By Ehichioya Ezomon
There’s a saying: “If it looks like a duck, walks like a duck, swims like a duck, and quacks like a duck, then it probably is a duck.” This appears to summarise section 299 of Nigeria’s amended 1999 Constitution that designates the Federal Capital Territory, Abuja, “as if it were one of the States of the Federation.” That’s, if the FCT mimicks a State, then it’s a State!

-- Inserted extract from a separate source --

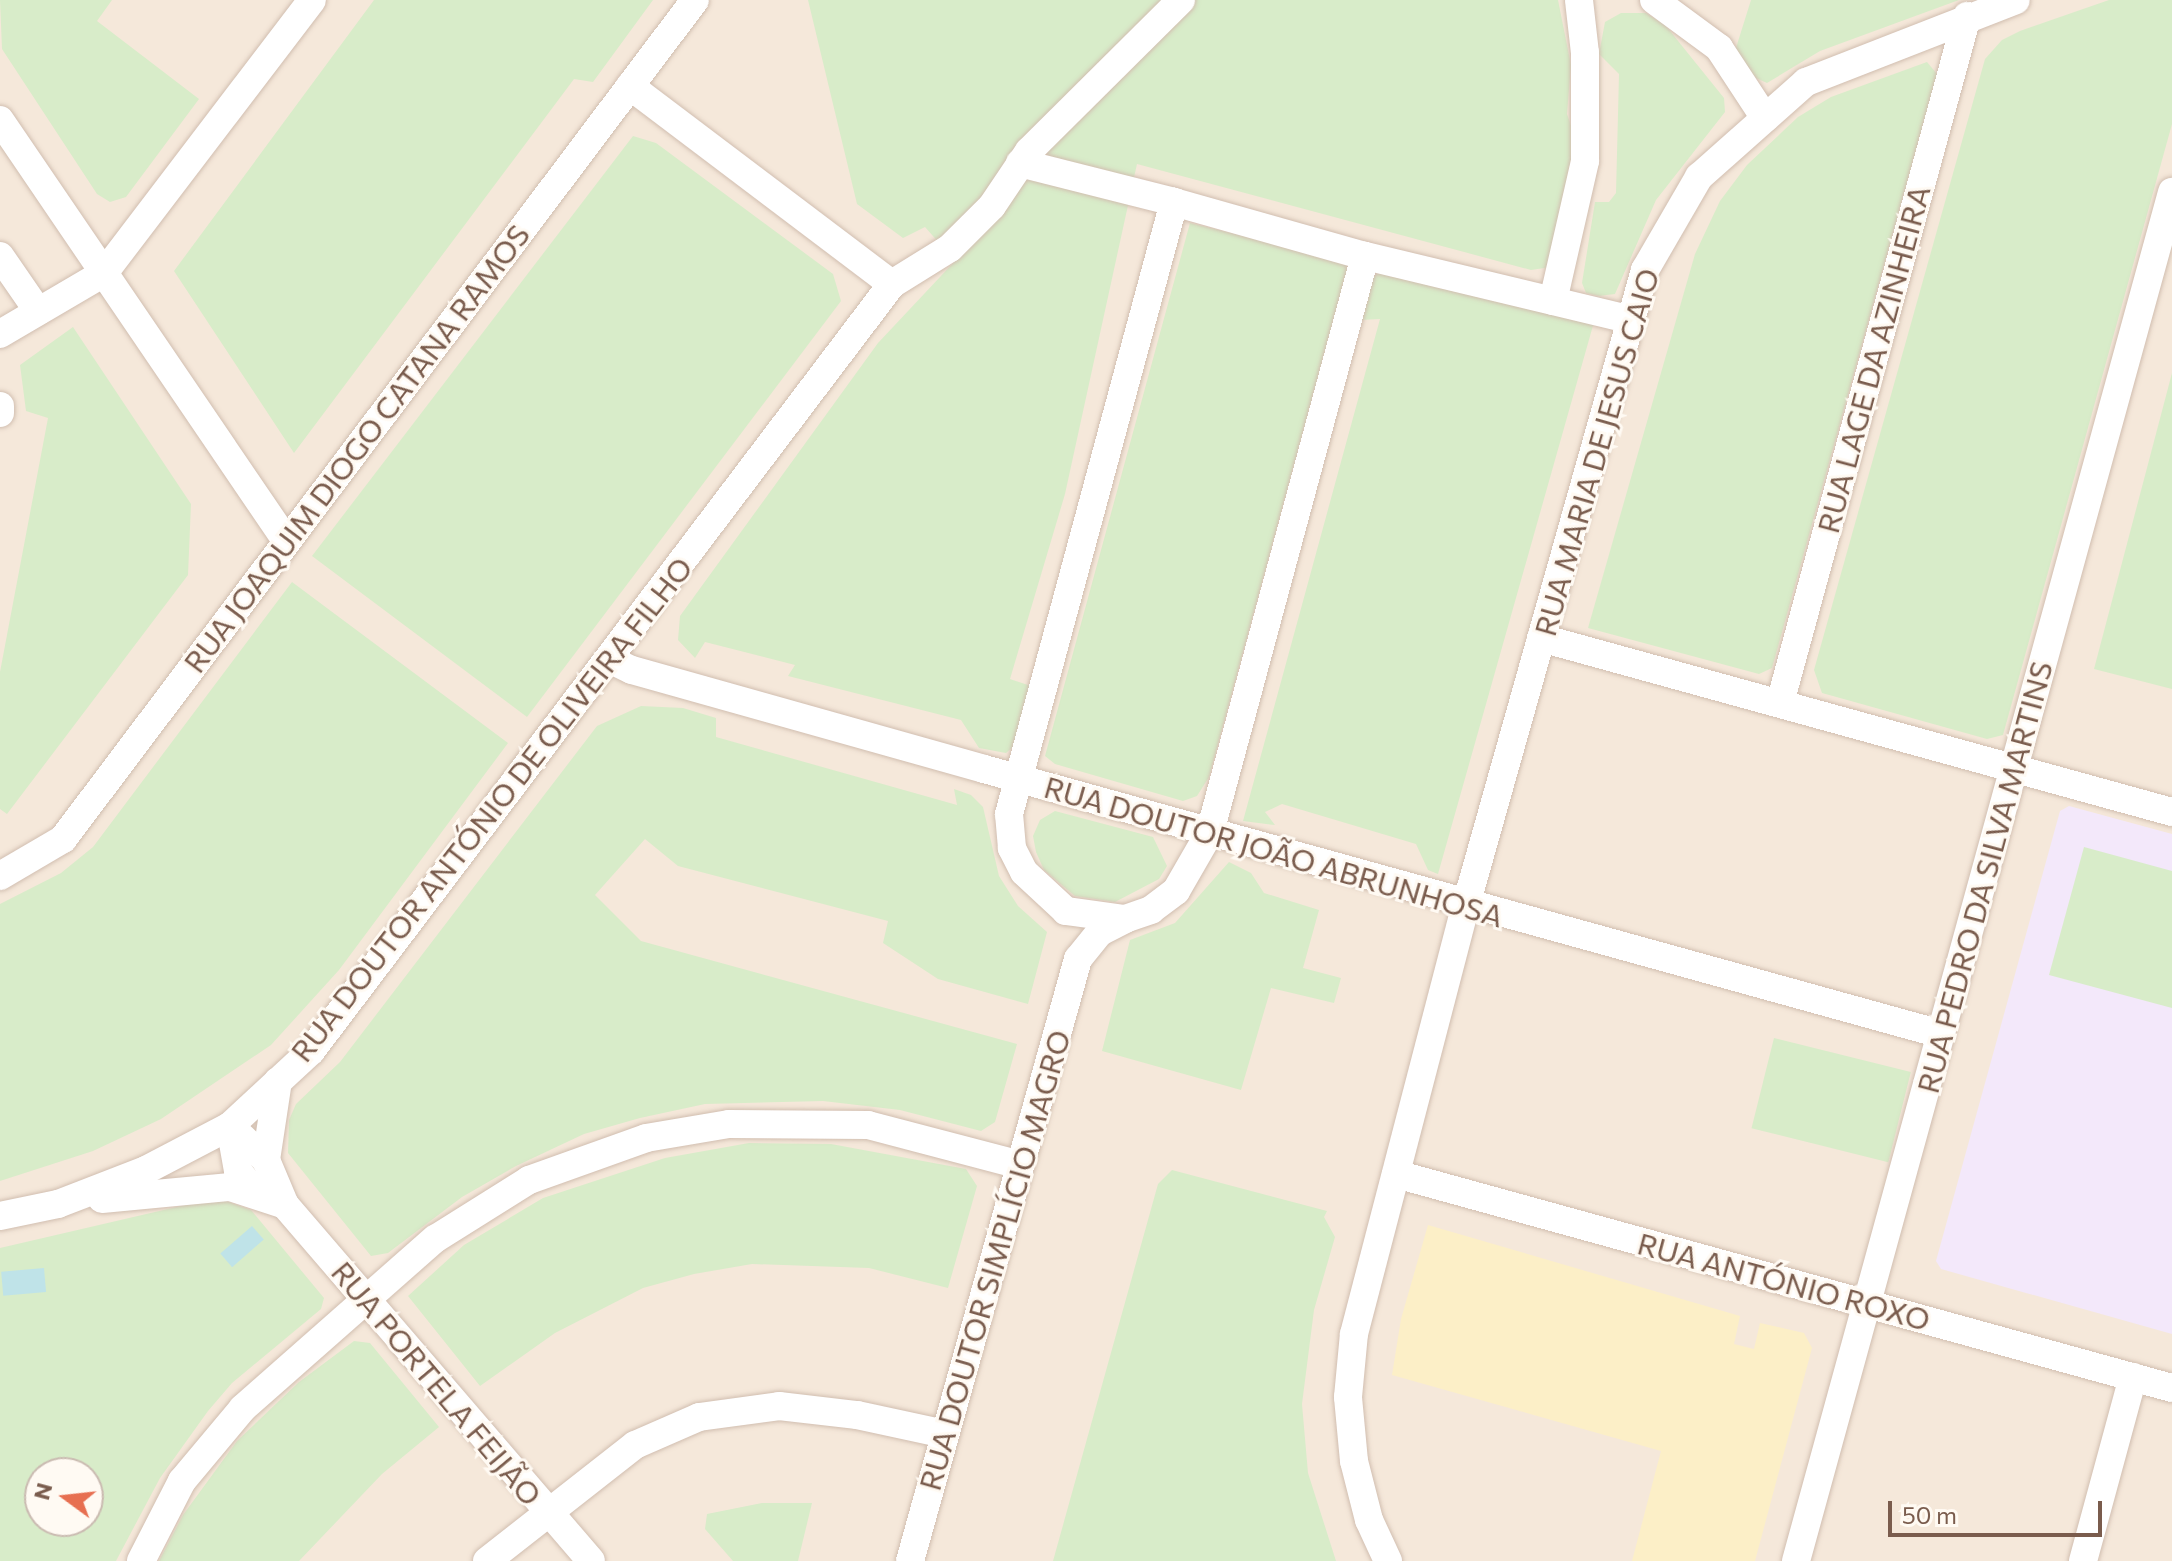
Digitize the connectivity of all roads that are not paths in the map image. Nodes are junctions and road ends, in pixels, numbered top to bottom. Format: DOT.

This is one of the knotty issues that Justices of the Presidential Election Petitions Court (PEPC) are called upon to untie, by not mere application of the laws, but doing substantial justice to all parties before them. The main opposition candidates in the February 25, 2023, presidential election have filed petitions in the court, to nullify the return of former Lagos State Governor and candidate of the All Progressives Congress, Bola Ahmed Tinubu, as winner and President-elect. Former Vice President Atiku Abubakar of the Peoples Democratic Party, and former Anambra State Governor Peter Obi of the Labour Party claim they each won the poll, and should be returned elected and sworn in as President of the Federal Republic of Nigeria.
Atiku and Obi’s complaints and prayers are contained in separate filings lodged on March 21 and March 20, respectively. Atiku lists INEC, Tinubu and APC as 1st, 2nd and 3rd Respondents, and has option for fresh poll between him and Tinubu. While Obi lists INEC, Tinubu, Shettima and APC as 1st, 2nd, 3rd and 4th Respondents, he urges that Tinubu be barred from a repeat election. Hence their demands vary only in style and language, but both seem to pull the same strings: calls to cancel the prior poll, and order a fresh one, as a last resort.
Below are some of the claims in which Atiku and Obi ask the court to order the Independent National Electoral Commission to withdraw the Certificate of Return it awarded Tinubu, as winner of the election:
(1) Tinubu wasn’t validly elected at the APC primaries, as his running mate, Kashim Shettima, violated the laws as a nominated candidate for Senate and President at the same time.
(2) Tinubu wasn’t qualified to contest having been fined for drugs offences by a U.S. court
(3) For reasons of (1) and (2), the votes credited to Tinubu are wasted votes.
(4) Tinubu didn’t score majority of lawful votes
(5) Tinubu didn’t comply with the laws, as he failed to secure one-quarter (25%) of the votes cast in at least 24 States and the FCT, Abuja.
(6) INEC breached the relevant laws, regulations and guidelines by failing to transmit results from the polling units electronically, and in real time.
(7) INEC reduced the votes of the petitioners, and added votes to Tinubu’s scores, which they pledge to prove with polling unit results and Forensic reports during court proceedings
(8) The election was marred by corrupt malpractices.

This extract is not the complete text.